Stored items:
========

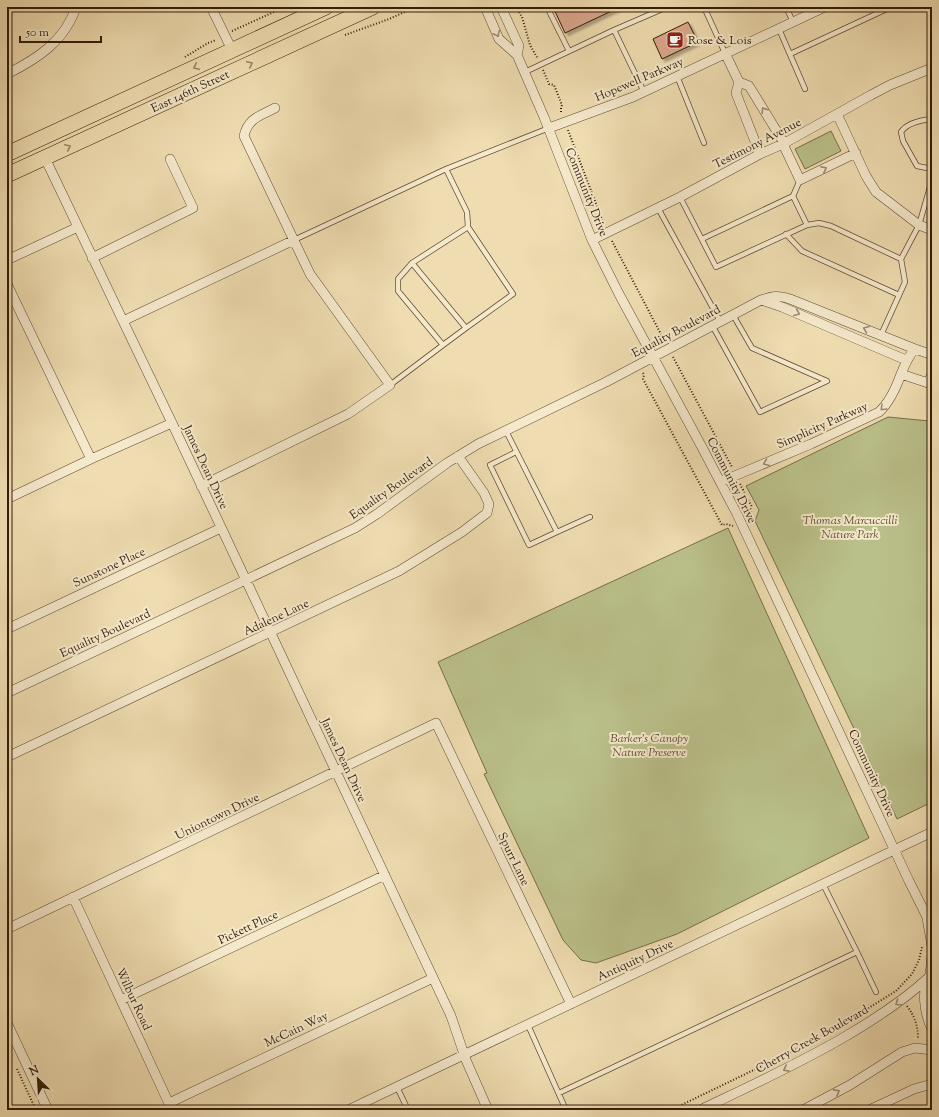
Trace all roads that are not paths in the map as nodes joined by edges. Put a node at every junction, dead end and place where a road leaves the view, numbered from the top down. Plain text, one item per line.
1 (76, 7) edge
2 (211, 7) edge
3 (326, 7) edge
4 (373, 7) edge
5 (485, 7) edge
6 (501, 7) edge
7 (547, 7) edge
8 (667, 7) edge
9 (704, 7) edge
10 (786, 7) edge
11 (825, 7) edge
12 (891, 7) edge
13 (793, 22) junction
14 (779, 28) junction
15 (614, 30) junction
16 (232, 50) junction
17 (569, 51) junction
18 (725, 53) junction
19 (790, 54) junction
20 (517, 55) junction
21 (932, 68) edge
22 (525, 72) junction
23 (7, 74) edge
24 (677, 76) junction
25 (739, 82) junction
26 (805, 89) dead end
27 (644, 92) junction
28 (275, 108) dead end
29 (837, 114) junction
30 (932, 119) edge
31 (549, 128) junction
32 (704, 143) dead end
33 (783, 144) junction
34 (856, 153) junction
35 (7, 154) edge
36 (760, 154) junction
37 (45, 158) junction
38 (170, 159) dead end
39 (446, 169) junction
40 (932, 169) edge
41 (7, 175) edge
42 (800, 180) junction
43 (932, 180) edge
44 (792, 196) junction
45 (680, 197) junction
46 (658, 208) junction
47 (807, 225) junction
48 (919, 225) junction
49 (468, 227) junction
50 (78, 228) junction
51 (932, 230) edge
52 (786, 234) junction
53 (702, 239) junction
54 (294, 240) junction
55 (592, 240) junction
56 (92, 258) junction
57 (901, 259) junction
58 (7, 260) edge
59 (412, 263) junction
60 (7, 284) edge
61 (899, 295) junction
62 (761, 300) junction
63 (733, 314) junction
64 (123, 321) junction
65 (716, 323) junction
66 (466, 328) junction
67 (881, 335) junction
68 (443, 345) junction
69 (915, 349) junction
70 (931, 353) edge
71 (653, 357) junction
72 (906, 360) junction
73 (901, 374) junction
74 (932, 374) edge
75 (390, 385) junction
76 (172, 423) junction
77 (506, 431) junction
78 (516, 452) junction
79 (458, 456) junction
80 (91, 458) junction
81 (720, 482) junction
82 (201, 486) junction
83 (7, 499) edge
84 (590, 517) dead end
85 (221, 528) junction
86 (557, 532) junction
87 (245, 580) junction
88 (7, 628) edge
89 (270, 633) junction
90 (7, 693) edge
91 (436, 723) joint
92 (7, 757) edge
93 (336, 772) junction
94 (932, 832) edge
95 (895, 850) junction
96 (385, 875) junction
97 (823, 884) junction
98 (73, 897) junction
99 (929, 920) edge
100 (7, 929) edge
101 (932, 946) edge
102 (856, 952) junction
103 (932, 955) edge
104 (930, 975) edge
105 (433, 978) junction
106 (876, 992) dead end
107 (121, 1000) junction
108 (570, 1004) junction
109 (7, 1023) edge
110 (528, 1025) junction
111 (932, 1029) edge
112 (932, 1050) edge
113 (464, 1055) junction
114 (932, 1084) edge
115 (397, 1087) junction
116 (559, 1093) junction
117 (170, 1106) edge
118 (814, 1108) edge
119 (48, 1110) edge
120 (348, 1110) edge
121 (408, 1110) edge
122 (488, 1110) edge
123 (566, 1110) edge
124 (700, 1110) edge
125 (803, 1110) edge
126 (869, 1110) edge

1 - 23 street
2 - 16 street
3 - 16 main road, East 146th Street
37 -> 4 main road, East 146th Street
5 -> 20 street, Community Drive
6 - 20 street, Community Drive
7 - 17 lane
8 - 15 lane
9 - 18 lane
10 - 13 lane
11 - 13 street, Hopewell Parkway
12 - 19 lane
13 - 14 street, Hopewell Parkway
14 - 18 street, Hopewell Parkway
14 - 19 lane
15 - 17 lane
15 - 27 lane
16 -> 35 main road, East 146th Street
17 - 22 lane
18 - 24 street, Hopewell Parkway
18 - 25 street
19 - 26 lane
20 - 22 street, Community Drive
21 - 29 street, Testimony Avenue
22 - 31 street, Community Drive
24 - 27 street, Hopewell Parkway
24 - 32 lane
33 -> 25 street
25 - 36 street
27 - 31 street, Hopewell Parkway
28 - 54 street
29 - 33 street, Testimony Avenue
29 - 34 street
30 - 40 lane
31 - 39 lane
31 - 55 street, Community Drive
33 - 36 street, Testimony Avenue
33 - 42 street
42 -> 34 street
34 - 48 street
36 - 45 street, Testimony Avenue
37 - 41 main road, East 146th Street
37 - 50 street, James Dean Drive
38 - 56 street
39 - 49 lane
39 - 54 lane
42 - 44 lane
43 - 48 lane
44 - 47 lane
44 - 53 lane
45 - 46 street, Testimony Avenue
45 - 53 lane
46 - 55 street, Testimony Avenue
46 - 65 lane
47 - 52 lane
47 - 57 lane
48 - 51 street
48 - 57 lane
49 - 59 lane
49 - 66 lane
50 - 56 street, James Dean Drive
50 - 58 street
52 - 53 lane
52 - 61 lane
54 - 64 street
54 - 75 street
55 - 71 street, Community Drive
56 - 64 street, James Dean Drive
57 - 61 lane
59 - 66 lane
59 - 68 lane
60 - 80 street
61 - 67 lane
62 - 63 street, Equality Boulevard
67 -> 62 street, Equality Boulevard
62 -> 72 street
63 - 65 street, Equality Boulevard
63 - 65 lane
64 - 76 street, James Dean Drive
65 - 71 street, Equality Boulevard
66 - 68 lane
67 - 69 street, Equality Boulevard
68 - 75 lane
69 - 70 street
69 - 72 street
71 - 77 street, Equality Boulevard
71 - 81 street, Community Drive
72 - 73 street
73 - 74 street
73 -> 81 street, Simplicity Parkway
75 - 82 street
76 - 80 street
76 - 82 street, James Dean Drive
77 - 78 lane
77 - 79 street, Equality Boulevard
78 - 86 lane
78 - 86 lane
79 - 87 street, Equality Boulevard
79 - 89 street, Adalene Lane
80 - 83 street
81 - 95 street, Community Drive
82 - 85 street, James Dean Drive
84 - 86 lane
85 - 87 street, James Dean Drive
85 - 88 street, Sunstone Place
87 - 89 street, James Dean Drive
87 - 90 street, Equality Boulevard
89 - 92 street, Adalene Lane
89 - 93 street, James Dean Drive
91 - 93 street, Uniontown Drive
91 - 108 street, Spurr Lane
93 - 96 street, James Dean Drive
93 - 98 street, Uniontown Drive
94 - 95 street, Antiquity Drive
95 - 97 street, Antiquity Drive
95 - 99 street, Community Drive
96 - 105 street, James Dean Drive
96 - 107 street, Pickett Place
97 - 102 lane
97 - 108 street, Antiquity Drive
98 - 100 street, Uniontown Drive
98 - 107 street, Wilbur Road
99 - 101 street, Community Drive
102 - 106 lane
102 - 116 lane
103 - 104 street
104 - 111 street
104 -> 124 street, Cherry Creek Boulevard
105 - 113 street, James Dean Drive
105 - 117 street, McCain Way
107 - 117 street, Wilbur Road
108 - 110 street, Antiquity Drive
109 - 119 street
110 - 113 street, Antiquity Drive
110 - 116 lane
118 -> 112 street
113 - 115 street, Antiquity Drive
113 - 122 street, James Dean Drive
114 - 126 street
115 - 120 street, Antiquity Drive
115 - 121 lane
116 - 123 lane
118 - 125 street

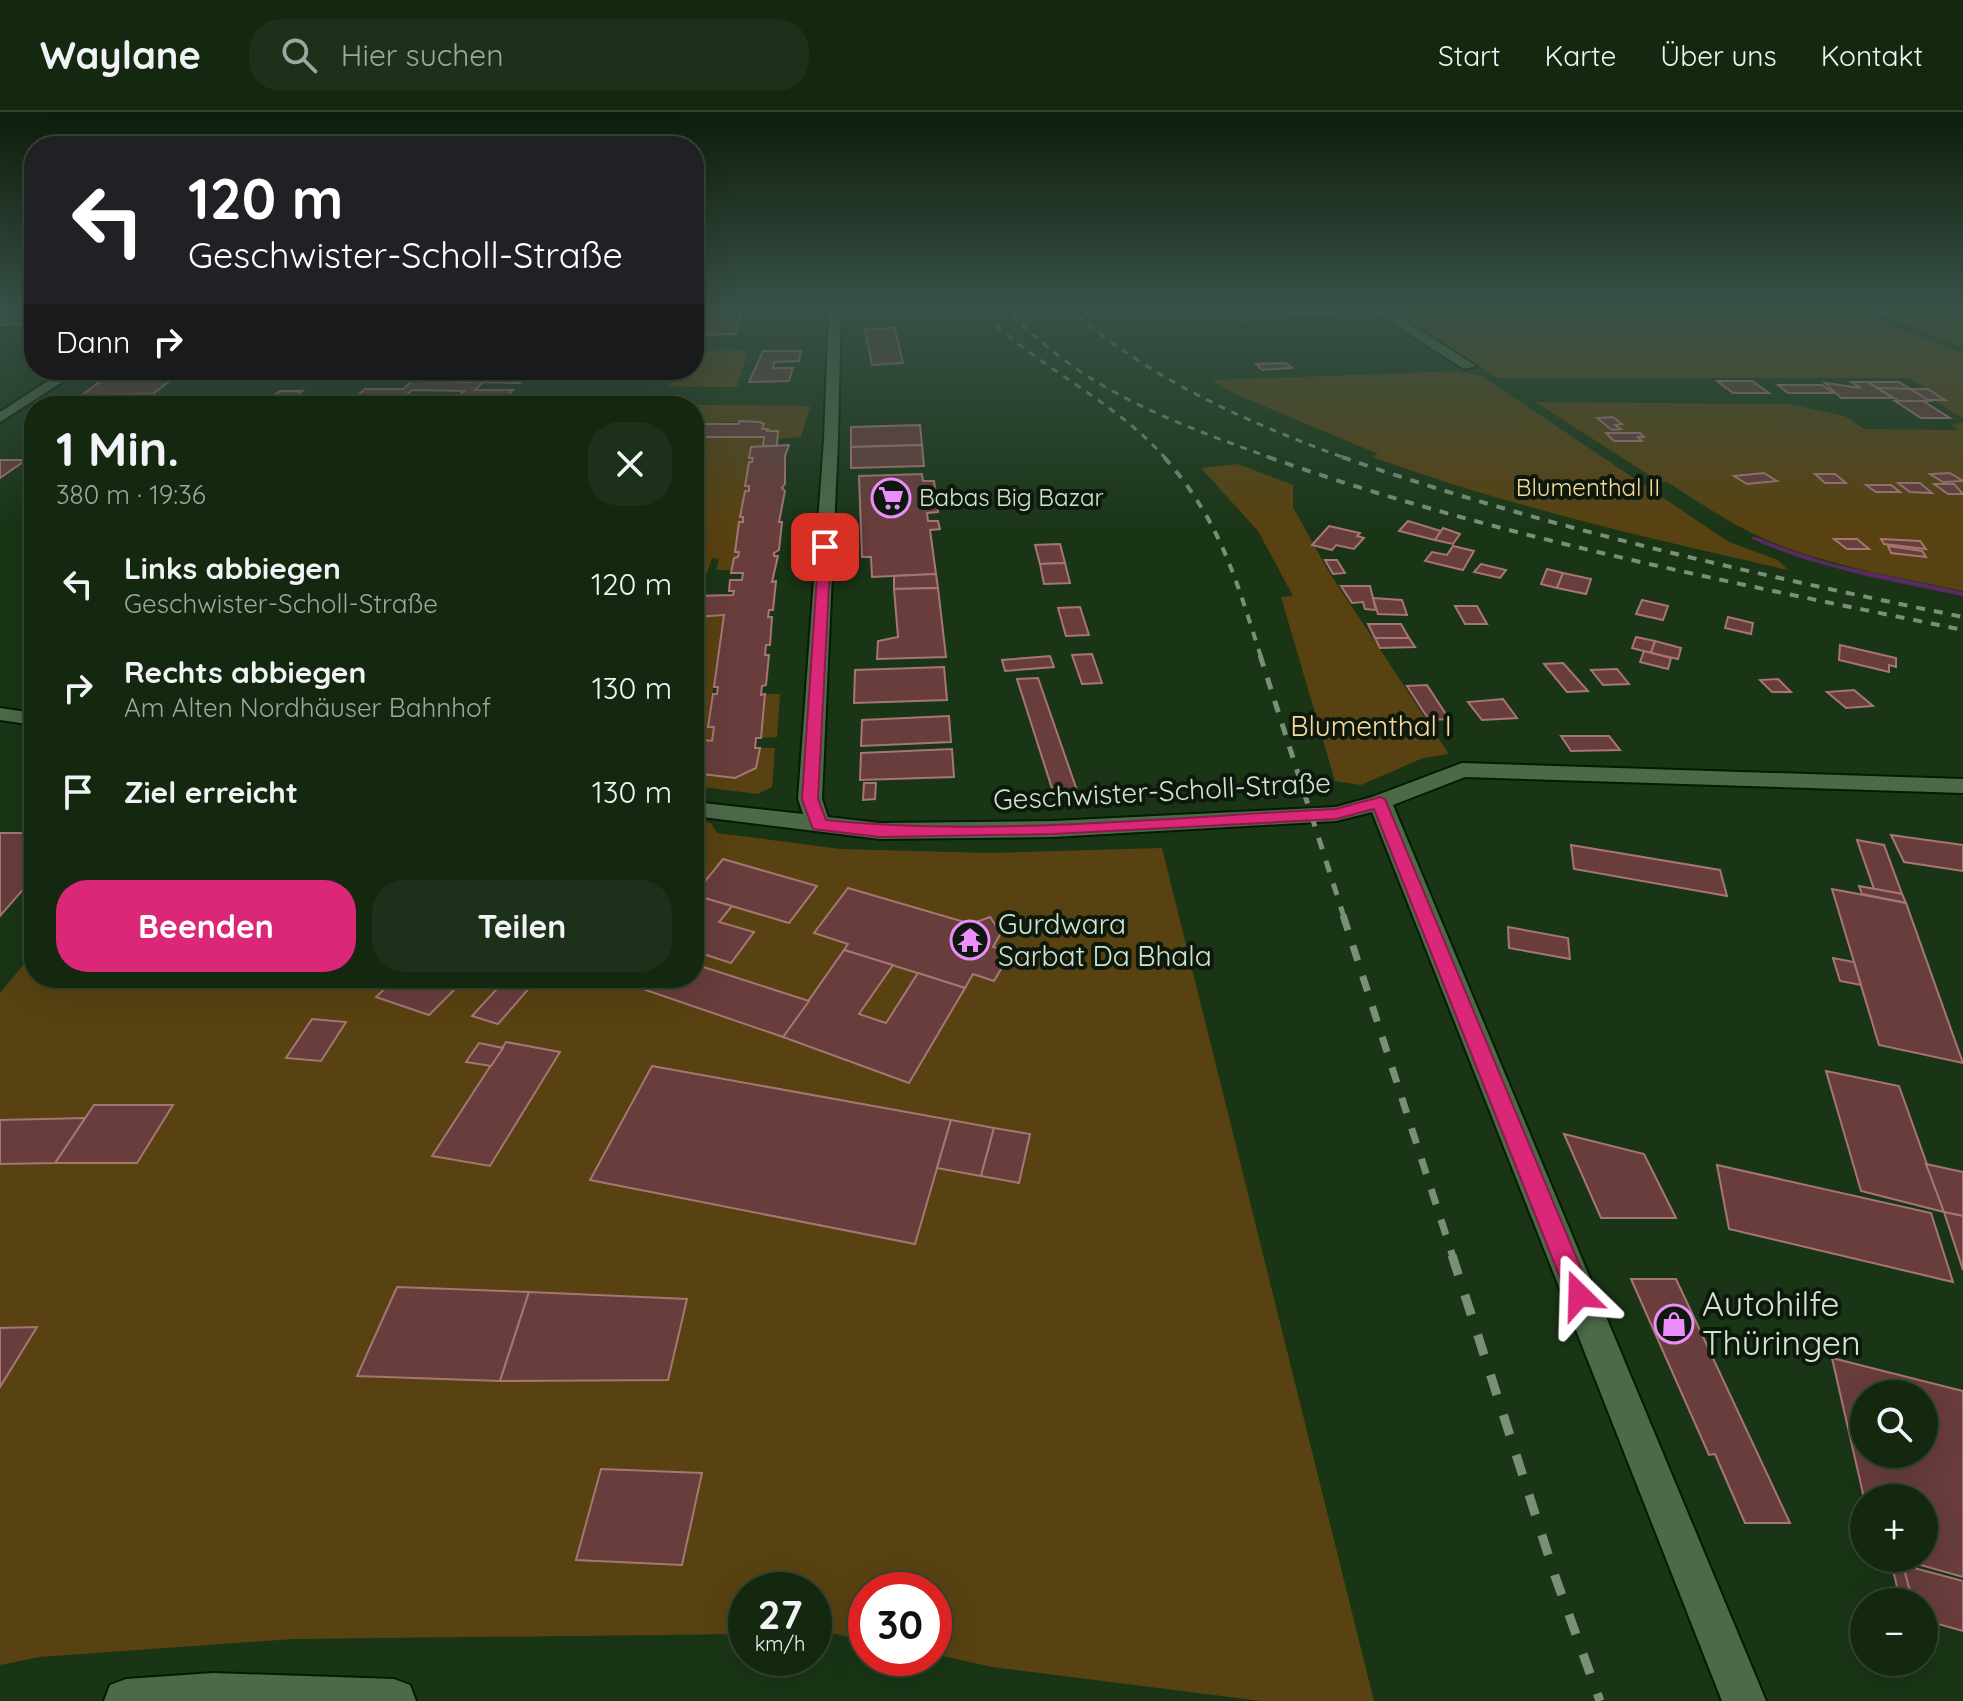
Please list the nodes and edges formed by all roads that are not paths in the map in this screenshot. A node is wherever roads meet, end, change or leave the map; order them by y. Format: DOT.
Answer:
graph roads {
  1 [pos="58,380"];
  2 [pos="833,380"];
  3 [pos="33,396"];
  4 [pos="0,400"];
  5 [pos="24,400"];
  6 [pos="24,402"];
  7 [pos="0,418"];
  8 [pos="0,714"];
  9 [pos="24,718"];
  10 [pos="1963,786"];
  11 [pos="1380,802"];
  12 [pos="704,810"];
  13 [pos="819,825"];
  14 [pos="126,1701"];
  15 [pos="394,1701"];
  16 [pos="1744,1701"];
  1 -- 3 [label="street"];
  2 -- 13 [label="street"];
  4 -- 5 [label="street"];
  6 -- 7 [label="street"];
  8 -- 9 [label="street"];
  10 -- 11 [label="street, Geschwister-Scholl-Straße"];
  11 -- 13 [label="street, Geschwister-Scholl-Straße"];
  11 -- 16 [label="street"];
  12 -- 13 [label="street, Geschwister-Scholl-Straße"];
  14 -- 15 [label="street"];
}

========

Task to complete — List the lines of the entries that include "Wilbur".

Response to this exercise —
98 - 107 street, Wilbur Road
107 - 117 street, Wilbur Road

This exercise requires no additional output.